Pakistan to probe ex-minister for leaking news maligning army
Pakistan will investigate a former information minister over a leaked news report which sparked a rift between the government and the powerful army, it was announced Sunday.
The report said civilian officials had warned the military to stop supporting jihadist fighters abroad.
Prime Minister Nawaz Sharif on Saturday sacked Information Minister Pervez Rasheed over the issue.
“It will be a full-fledged (investigation) committee as it is a huge task that intelligence agencies alone cannot do,” Interior Minister Chaudhry Nisar Ali Khan told a press conference.
“Tomorrow names for the committee will be decided in a meeting with the Prime Minister and this task will be completed as soon as possible.”
The leak was false news which “has compromised our national narrative (against terrorism)”, Khan said.
“The military wants, and also the government and the entire nation want, to expose the people behind this news, military particularly because they have been put in the dock wrongly.”
Khan said Rasheed was removed because he failed to stop a reporter from Dawn newspaper from going ahead with the story when the reporter came to seek his comments before publication.
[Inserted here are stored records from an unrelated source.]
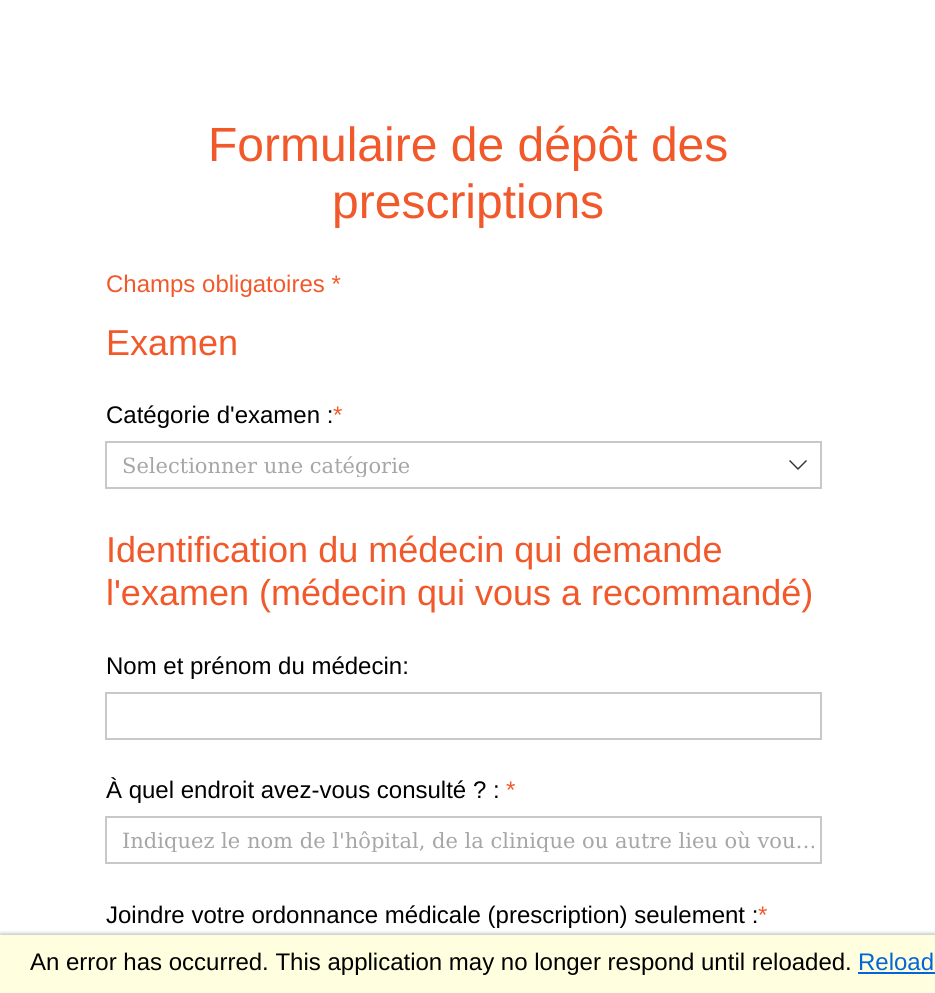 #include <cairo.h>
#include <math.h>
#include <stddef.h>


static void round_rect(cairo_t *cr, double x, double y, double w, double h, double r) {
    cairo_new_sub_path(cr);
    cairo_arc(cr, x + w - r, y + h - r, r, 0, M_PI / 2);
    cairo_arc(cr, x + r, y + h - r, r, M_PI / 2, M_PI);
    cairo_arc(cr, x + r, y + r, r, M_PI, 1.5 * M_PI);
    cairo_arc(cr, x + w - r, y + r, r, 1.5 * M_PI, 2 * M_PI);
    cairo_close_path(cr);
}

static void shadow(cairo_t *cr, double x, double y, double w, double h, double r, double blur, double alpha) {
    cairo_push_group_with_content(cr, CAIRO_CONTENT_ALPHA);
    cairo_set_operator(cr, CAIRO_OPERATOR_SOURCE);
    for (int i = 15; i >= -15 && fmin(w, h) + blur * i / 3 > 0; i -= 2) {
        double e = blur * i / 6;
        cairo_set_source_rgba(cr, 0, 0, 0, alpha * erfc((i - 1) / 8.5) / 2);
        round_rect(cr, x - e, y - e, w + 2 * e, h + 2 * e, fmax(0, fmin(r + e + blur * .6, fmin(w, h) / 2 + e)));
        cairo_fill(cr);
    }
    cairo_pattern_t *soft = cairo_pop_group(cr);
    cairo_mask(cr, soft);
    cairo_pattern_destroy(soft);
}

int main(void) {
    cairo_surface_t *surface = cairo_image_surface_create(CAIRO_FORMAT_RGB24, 935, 993);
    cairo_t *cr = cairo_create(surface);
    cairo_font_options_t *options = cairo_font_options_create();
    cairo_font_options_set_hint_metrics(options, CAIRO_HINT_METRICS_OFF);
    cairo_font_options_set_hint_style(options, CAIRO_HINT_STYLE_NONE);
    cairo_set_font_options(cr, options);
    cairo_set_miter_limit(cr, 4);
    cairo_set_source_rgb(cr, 1, 1, 1);
    cairo_paint(cr);
    cairo_select_font_face(cr, "Liberation Sans", CAIRO_FONT_SLANT_NORMAL, CAIRO_FONT_WEIGHT_NORMAL);
    cairo_set_font_size(cr, 48);
    cairo_set_source_rgb(cr, 0.945, 0.349, 0.169);
    cairo_move_to(cr, 208, 161);
    cairo_show_text(cr, "Formulaire de dépôt des");
    cairo_move_to(cr, 332, 218);
    cairo_show_text(cr, "prescriptions");
    cairo_set_font_size(cr, 24);
    cairo_move_to(cr, 106, 292);
    cairo_show_text(cr, "Champs obligatoires *");
    cairo_set_font_size(cr, 36);
    cairo_move_to(cr, 106, 355);
    cairo_show_text(cr, "Examen");
    cairo_set_font_size(cr, 24);
    cairo_set_source_rgb(cr, 0, 0, 0);
    cairo_move_to(cr, 106, 423);
    cairo_show_text(cr, "Catégorie d'examen :");
    cairo_set_source_rgb(cr, 0.945, 0.349, 0.169);
    cairo_move_to(cr, 333, 423);
    cairo_show_text(cr, "*");
    cairo_rectangle(cr, 106, 442, 715, 46);
    cairo_set_source_rgb(cr, 0.784, 0.784, 0.784);
    cairo_stroke(cr);
    cairo_save(cr);
    cairo_rectangle(cr, 122, 453, 654, 24);
    cairo_clip(cr);
    cairo_select_font_face(cr, "DejaVu Serif", CAIRO_FONT_SLANT_NORMAL, CAIRO_FONT_WEIGHT_NORMAL);
    cairo_set_font_size(cr, 21);
    cairo_set_source_rgb(cr, 0.651, 0.651, 0.651);
    cairo_move_to(cr, 122, 473);
    cairo_show_text(cr, "Selectionner une catégorie");
    cairo_restore(cr);
    cairo_set_source_rgb(cr, 0.2, 0.2, 0.2);
    cairo_new_path(cr);
    cairo_move_to(cr, 789, 461);
    cairo_line_to(cr, 798, 470);
    cairo_line_to(cr, 807, 461);
    cairo_line_to(cr, 806, 460);
    cairo_line_to(cr, 798, 468);
    cairo_line_to(cr, 790, 460);
    cairo_close_path(cr);
    cairo_fill(cr);
    cairo_set_font_size(cr, 36);
    cairo_set_source_rgb(cr, 0.945, 0.349, 0.169);
    cairo_move_to(cr, 106, 562);
    cairo_show_text(cr, "Identification du médecin qui demande");
    cairo_move_to(cr, 106, 605);
    cairo_show_text(cr, "l'examen (médecin qui vous a recommandé)");
    cairo_set_font_size(cr, 24);
    cairo_set_source_rgb(cr, 0, 0, 0);
    cairo_move_to(cr, 106, 674);
    cairo_show_text(cr, "Nom et prénom du médecin:");
    cairo_rectangle(cr, 106, 693, 715, 46);
    cairo_set_source_rgb(cr, 0.784, 0.784, 0.784);
    cairo_stroke(cr);
    cairo_set_source_rgb(cr, 0, 0, 0);
    cairo_move_to(cr, 106, 798);
    cairo_show_text(cr, "À quel endroit avez-vous consulté ? :");
    cairo_set_source_rgb(cr, 0.945, 0.349, 0.169);
    cairo_move_to(cr, 506, 798);
    cairo_show_text(cr, "*");
    cairo_rectangle(cr, 106, 817, 715, 46);
    cairo_set_source_rgb(cr, 0.784, 0.784, 0.784);
    cairo_stroke(cr);
    cairo_save(cr);
    cairo_rectangle(cr, 122, 828, 699, 24);
    cairo_clip(cr);
    cairo_select_font_face(cr, "DejaVu Serif", CAIRO_FONT_SLANT_NORMAL, CAIRO_FONT_WEIGHT_NORMAL);
    cairo_set_font_size(cr, 21);
    cairo_set_source_rgb(cr, 0.651, 0.651, 0.651);
    cairo_move_to(cr, 122, 848);
    cairo_show_text(cr, "Indiquez le nom de l'hôpital, de la clinique ou autre lieu où vou…");
    cairo_restore(cr);
    cairo_set_source_rgb(cr, 0, 0, 0);
    cairo_move_to(cr, 106, 923);
    cairo_show_text(cr, "Joindre votre ordonnance médicale (prescription) seulement :");
    cairo_set_source_rgb(cr, 0.945, 0.349, 0.169);
    cairo_move_to(cr, 758, 923);
    cairo_show_text(cr, "*");
    cairo_set_source_rgb(cr, 0, 0, 0);
    shadow(cr, 0, 933, 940, 59, 0, 1.5, 0.2);
    cairo_set_source_rgb(cr, 1, 1, 0.878);
    cairo_rectangle(cr, 0, 935, 935, 58);
    cairo_fill(cr);
    cairo_set_source_rgb(cr, 0, 0, 0);
    cairo_move_to(cr, 30, 970);
    cairo_show_text(cr, "An error has occurred. This application may no longer respond until reloaded.");
    cairo_set_source_rgb(cr, 0.012, 0.4, 0.839);
    cairo_move_to(cr, 858, 970);
    cairo_show_text(cr, "Reload");
    cairo_rectangle(cr, 858, 972, 77, 2);
    cairo_fill(cr);
    cairo_surface_write_to_png(surface, "page.png");
    cairo_font_options_destroy(options);
    cairo_destroy(cr);
    cairo_surface_destroy(surface);
    return 0;
} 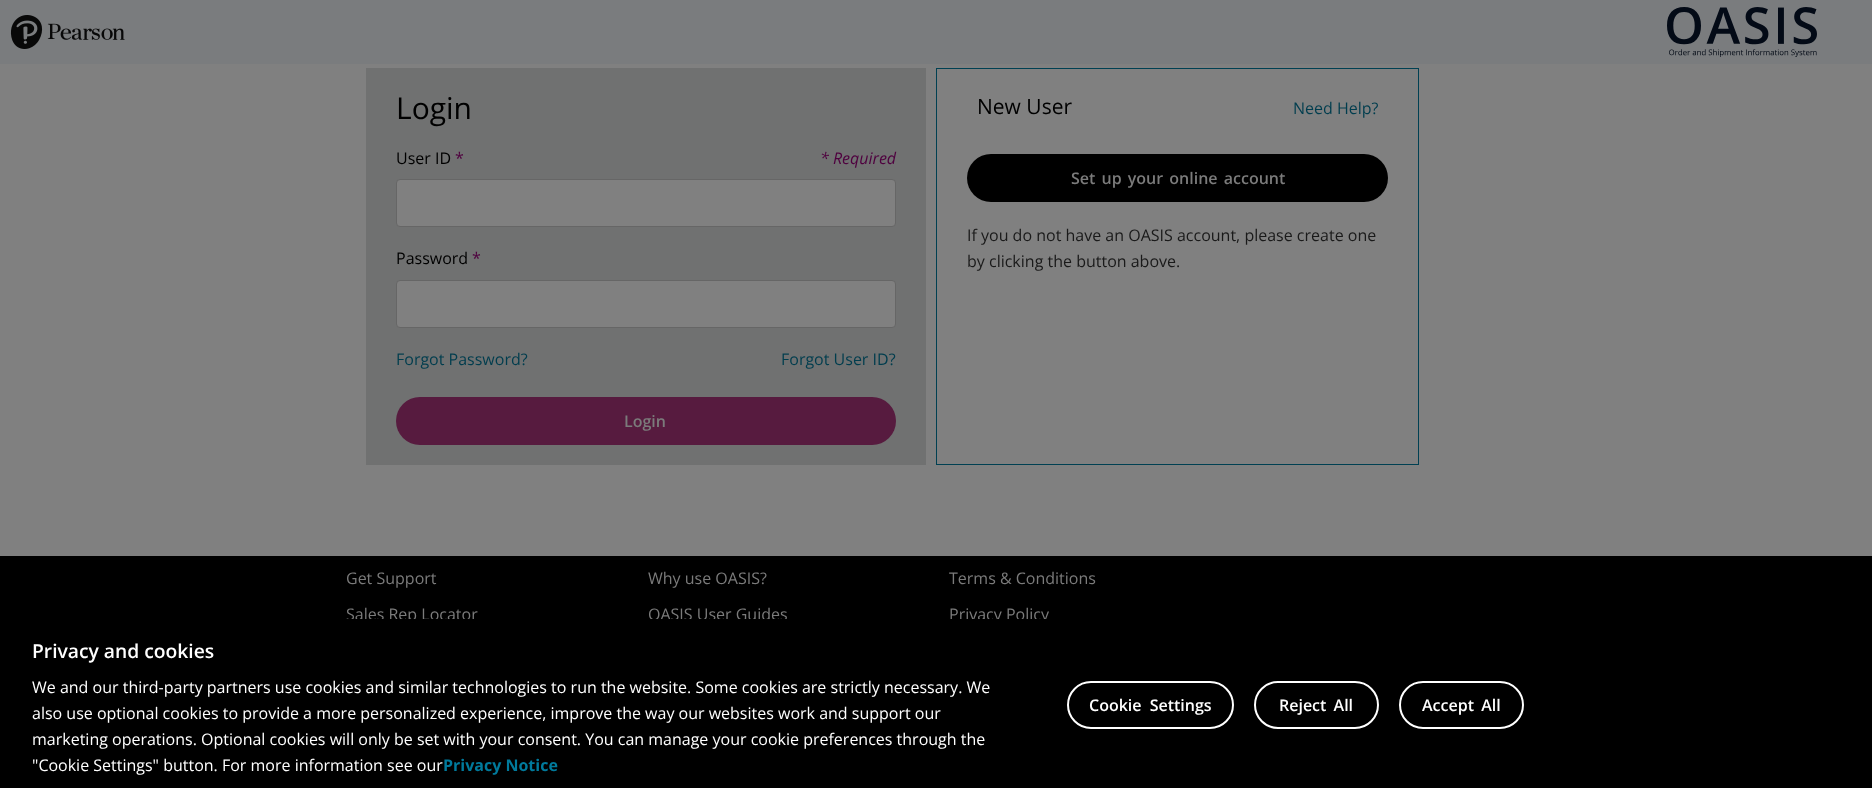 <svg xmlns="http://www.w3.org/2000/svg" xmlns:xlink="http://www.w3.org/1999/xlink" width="1872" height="788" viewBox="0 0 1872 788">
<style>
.cls-1{font:30px Open Sans;fill:#000000}
.cls-2{font:16px Open Sans;fill:#000000}
.cls-3{font:16px Open Sans;fill:#4f003f}
.cls-4{font:italic 16px Open Sans;fill:#4f003f}
.cls-5{font:16px Open Sans;fill:#003d4e}
.cls-6{font:600 16px Open Sans;fill:#7b7b7b}
.cls-7{font:21px Open Sans;fill:#000000}
.cls-8{font:16px Open Sans;fill:#1a1a1a}
.cls-9{font:16px Open Sans;fill:#7b7b7b}
.cls-10{font:600 19.25px Open Sans;fill:#ffffff}
.cls-11{font:16px Open Sans;fill:#ffffff}
.cls-12{font:bold 16px Open Sans;fill:#007a9c}
.cls-13{font:600 16px Open Sans;fill:#ffffff}
</style>
<rect width="100%" height="100%" fill="#808080"/>
<rect fill="#7a7c7e" x="0" y="0" width="1872" height="64"/>
<image xlink:href="image0.png" x="10" y="15" width="115" height="34"/>
<image xlink:href="image1.png" x="1667" y="7" width="150" height="50"/>
<rect fill="#707171" x="366" y="68" width="560" height="397"/>
<rect fill="#808080" stroke="#666666" x="396.5" y="179.5" width="499" height="47" rx="3.5"/>
<rect fill="#808080" stroke="#666666" x="396.5" y="280.5" width="499" height="47" rx="3.5"/>
<rect fill="#571b3f" x="396" y="397" width="500" height="48" rx="24"/>
<rect fill="none" stroke="#004052" x="936.5" y="68.5" width="482" height="396"/>
<rect fill="#000000" x="967" y="154" width="421" height="48" rx="24"/>
<rect fill="#000000" x="0" y="556" width="1872" height="63"/>
<rect fill="#000000" fill-opacity="0.2" filter="blur(9px)" x="0" y="619" width="1872" height="169"/>
<text class="cls-1" x="396" y="119">Login</text>
<text class="cls-2" x="396" y="164">User ID</text>
<text class="cls-3" x="455" y="164">*</text>
<text class="cls-4" x="820" y="164">* Required</text>
<text class="cls-2" x="396" y="264">Password</text>
<text class="cls-3" x="472" y="264">*</text>
<text class="cls-5" x="396" y="365">Forgot Password?</text>
<text class="cls-5" x="781" y="365">Forgot User ID?</text>
<text class="cls-6" x="624" y="427">Login</text>
<text class="cls-7" x="977" y="114">New User</text>
<text class="cls-5" x="1293" y="114">Need Help?</text>
<text class="cls-6" x="1071" y="184" word-spacing="2">Set up your online account</text>
<text class="cls-8"><tspan x="967" y="241">If you do not have an OASIS account, please create one</tspan><tspan x="967" y="267">by clicking the button above.</tspan></text>
<text class="cls-9" x="346" y="584">Get Support</text>
<text class="cls-9" x="346" y="620">Sales Rep Locator</text>
<text class="cls-9" x="648" y="584">Why use OASIS?</text>
<text class="cls-9" x="648" y="620">OASIS User Guides</text>
<text class="cls-9" x="949" y="584">Terms &amp; Conditions</text>
<text class="cls-9" x="949" y="620">Privacy Policy</text>
<rect fill="#000000" x="0" y="619" width="1872" height="169"/>
<text class="cls-10" x="32" y="658">Privacy and cookies</text>
<text class="cls-11"><tspan x="32" y="693">We and our third-party partners use cookies and similar technologies to run the website. Some cookies are strictly necessary. We</tspan><tspan x="32" y="719">also use optional cookies to provide a more personalized experience, improve the way our websites work and support our</tspan><tspan x="32" y="745">marketing operations. Optional cookies will only be set with your consent. You can manage your cookie preferences through the</tspan><tspan x="32" y="771">"Cookie Settings" button. For more information see our</tspan></text>
<text class="cls-12" x="443" y="771">Privacy Notice</text>
<rect fill="none" stroke="#ffffff" stroke-width="2" x="1068" y="682" width="165" height="46" rx="23"/>
<text class="cls-13" x="1089" y="711" word-spacing="4">Cookie Settings</text>
<rect fill="none" stroke="#ffffff" stroke-width="2" x="1255" y="682" width="123" height="46" rx="23"/>
<text class="cls-13" x="1279" y="711" word-spacing="3">Reject All</text>
<rect fill="none" stroke="#ffffff" stroke-width="2" x="1400" y="682" width="123" height="46" rx="23"/>
<text class="cls-13" x="1422" y="711" word-spacing="3">Accept All</text>
</svg>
The article in the English-language daily sparked an uproar. The journalist who wrote it was briefly hit with a travel ban.
Pakistan has for years been accused of cracking down on only those Islamist groups which have turned their guns inward towards the state, while harbouring those who fight abroad.
Reporting critical of the military is considered a major red flag, with journalists at times being detained, beaten up or even killed.
The minister’s sacking comes at a sensitive time for the government, as it faces street protests by the opposition over the Sharif’s family’s offshore bank accounts which were revealed in the Panama Papers leak.
The military has used the pretext of civil unrest to overthrow elected governments three times in the country’s history. Analysts have warned that Sharif may need to strike a deal with the army to ensure his survival.
Analysts said the military may also try to instal its preferred candidate to succeed powerful army chief Raheel Sharif, whose term expires at the end of November, as part of any deal.